Facebook user Morgan Chang posted a photo of the Taiwanese macaque appearing to be hunched over at his desk, concentrating intently on his work. Chang noted that all schools are on winter vacation and that when he stopped by the office of the National Sun Yat-sen University (NSYSU) Institute of Communications Engineering, he spotted the monkey sitting in a corner cubicle "handling official business."

In response to the incident, NSYSU Senior Vice President Huang I-yu (黃義佑) said there are thousands of macaques nearby and that he suspects the doors or windows had not been properly locked. They often wander onto the campus in search of food for winter and sometimes commit "gang robberies," reported Liberty Times.

For example, one will jump onto a student or faculty member to distract them, while another monkey will seize any food the person is holding, such as takeout breakfast, said Huang. He said that when he was serving as the vice president of the Office of General Affairs, he oversaw the design and manufacture of screens designed to prevent the monkeys from breaking into windows.

He said the screens are made of stainless steel mesh. The locks cannot be opened from the outside and have been found to be effective in keeping the primates out of dormitories.

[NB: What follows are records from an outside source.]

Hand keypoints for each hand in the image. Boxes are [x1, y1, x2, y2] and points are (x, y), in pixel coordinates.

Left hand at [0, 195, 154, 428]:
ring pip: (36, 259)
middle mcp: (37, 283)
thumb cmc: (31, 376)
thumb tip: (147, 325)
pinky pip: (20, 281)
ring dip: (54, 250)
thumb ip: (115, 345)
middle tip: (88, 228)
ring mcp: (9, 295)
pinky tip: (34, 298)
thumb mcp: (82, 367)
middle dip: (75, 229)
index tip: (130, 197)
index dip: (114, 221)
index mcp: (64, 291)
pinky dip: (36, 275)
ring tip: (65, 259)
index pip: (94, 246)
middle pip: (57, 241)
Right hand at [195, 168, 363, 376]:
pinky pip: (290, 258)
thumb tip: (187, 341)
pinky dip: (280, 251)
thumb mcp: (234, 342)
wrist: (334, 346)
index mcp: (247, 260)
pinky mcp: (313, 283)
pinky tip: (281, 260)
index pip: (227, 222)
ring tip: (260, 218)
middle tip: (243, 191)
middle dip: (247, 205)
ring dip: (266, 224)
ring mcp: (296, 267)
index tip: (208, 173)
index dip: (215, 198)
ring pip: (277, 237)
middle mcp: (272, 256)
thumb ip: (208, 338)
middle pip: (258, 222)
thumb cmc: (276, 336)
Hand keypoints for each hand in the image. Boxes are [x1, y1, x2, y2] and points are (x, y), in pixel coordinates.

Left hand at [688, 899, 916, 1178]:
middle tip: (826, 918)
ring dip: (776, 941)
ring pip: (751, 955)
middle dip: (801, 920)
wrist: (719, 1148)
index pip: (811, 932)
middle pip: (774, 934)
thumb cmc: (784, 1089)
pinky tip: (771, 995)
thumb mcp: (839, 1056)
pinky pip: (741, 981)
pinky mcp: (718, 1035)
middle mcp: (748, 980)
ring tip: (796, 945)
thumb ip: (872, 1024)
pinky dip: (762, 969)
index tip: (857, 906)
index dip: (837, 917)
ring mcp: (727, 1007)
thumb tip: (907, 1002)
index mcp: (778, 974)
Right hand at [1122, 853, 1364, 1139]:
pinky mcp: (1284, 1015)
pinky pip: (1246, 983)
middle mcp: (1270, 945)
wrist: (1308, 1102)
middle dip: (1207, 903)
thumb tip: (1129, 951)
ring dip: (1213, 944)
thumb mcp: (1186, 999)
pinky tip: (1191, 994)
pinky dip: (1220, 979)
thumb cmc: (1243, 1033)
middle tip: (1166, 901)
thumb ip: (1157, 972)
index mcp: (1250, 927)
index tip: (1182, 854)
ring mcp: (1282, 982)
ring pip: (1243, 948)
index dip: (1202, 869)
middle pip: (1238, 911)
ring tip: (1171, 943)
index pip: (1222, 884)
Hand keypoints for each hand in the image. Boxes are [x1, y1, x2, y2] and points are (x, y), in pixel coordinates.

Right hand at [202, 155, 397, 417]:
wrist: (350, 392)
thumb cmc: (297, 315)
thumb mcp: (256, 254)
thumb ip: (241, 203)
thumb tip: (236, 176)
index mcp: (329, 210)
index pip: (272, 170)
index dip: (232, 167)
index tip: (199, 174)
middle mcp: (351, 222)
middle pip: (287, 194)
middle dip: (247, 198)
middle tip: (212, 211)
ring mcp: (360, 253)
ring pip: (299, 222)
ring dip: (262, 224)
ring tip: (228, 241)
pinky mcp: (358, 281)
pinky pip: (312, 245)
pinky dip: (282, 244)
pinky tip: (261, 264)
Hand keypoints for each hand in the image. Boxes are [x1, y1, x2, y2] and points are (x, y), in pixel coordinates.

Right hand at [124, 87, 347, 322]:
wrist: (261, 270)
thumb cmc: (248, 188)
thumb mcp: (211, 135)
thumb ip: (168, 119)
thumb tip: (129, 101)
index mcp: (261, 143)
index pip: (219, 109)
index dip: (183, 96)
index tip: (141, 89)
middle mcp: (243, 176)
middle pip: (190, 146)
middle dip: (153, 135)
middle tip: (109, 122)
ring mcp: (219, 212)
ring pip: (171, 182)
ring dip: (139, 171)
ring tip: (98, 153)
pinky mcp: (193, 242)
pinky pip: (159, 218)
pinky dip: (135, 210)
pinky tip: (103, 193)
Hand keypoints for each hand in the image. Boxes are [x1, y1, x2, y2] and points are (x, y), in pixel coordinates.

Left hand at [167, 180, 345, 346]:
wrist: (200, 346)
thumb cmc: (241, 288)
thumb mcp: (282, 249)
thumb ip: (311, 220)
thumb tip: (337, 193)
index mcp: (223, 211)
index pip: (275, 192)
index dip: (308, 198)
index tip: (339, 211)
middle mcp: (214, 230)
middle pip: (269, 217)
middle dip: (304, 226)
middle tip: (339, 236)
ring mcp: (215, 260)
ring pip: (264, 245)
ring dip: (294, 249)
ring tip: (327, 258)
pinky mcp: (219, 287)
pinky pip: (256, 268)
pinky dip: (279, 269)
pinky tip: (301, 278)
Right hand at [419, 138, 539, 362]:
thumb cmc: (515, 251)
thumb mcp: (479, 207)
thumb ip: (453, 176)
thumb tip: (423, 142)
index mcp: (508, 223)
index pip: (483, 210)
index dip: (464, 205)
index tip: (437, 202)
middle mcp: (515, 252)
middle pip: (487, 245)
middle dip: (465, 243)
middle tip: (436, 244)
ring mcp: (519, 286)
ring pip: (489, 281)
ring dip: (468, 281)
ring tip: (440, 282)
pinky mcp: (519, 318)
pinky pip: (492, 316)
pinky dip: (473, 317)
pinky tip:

Secretary-general of the Taiwan Macaque Coexistence Promotion, Lin Mei-yin (林美吟) pointed out that the campus had been built in the monkeys' natural habitat, reported TVBS. Therefore, it is the humans who are invading their space, not the other way around.

The Kaohsiung City Government emphasized that the macaques are protected animals. If a person is found to have abused them, they could face a fine of between NT$5,000 (US$178) and NT$10,000 for violating the city's wildlife protection regulations.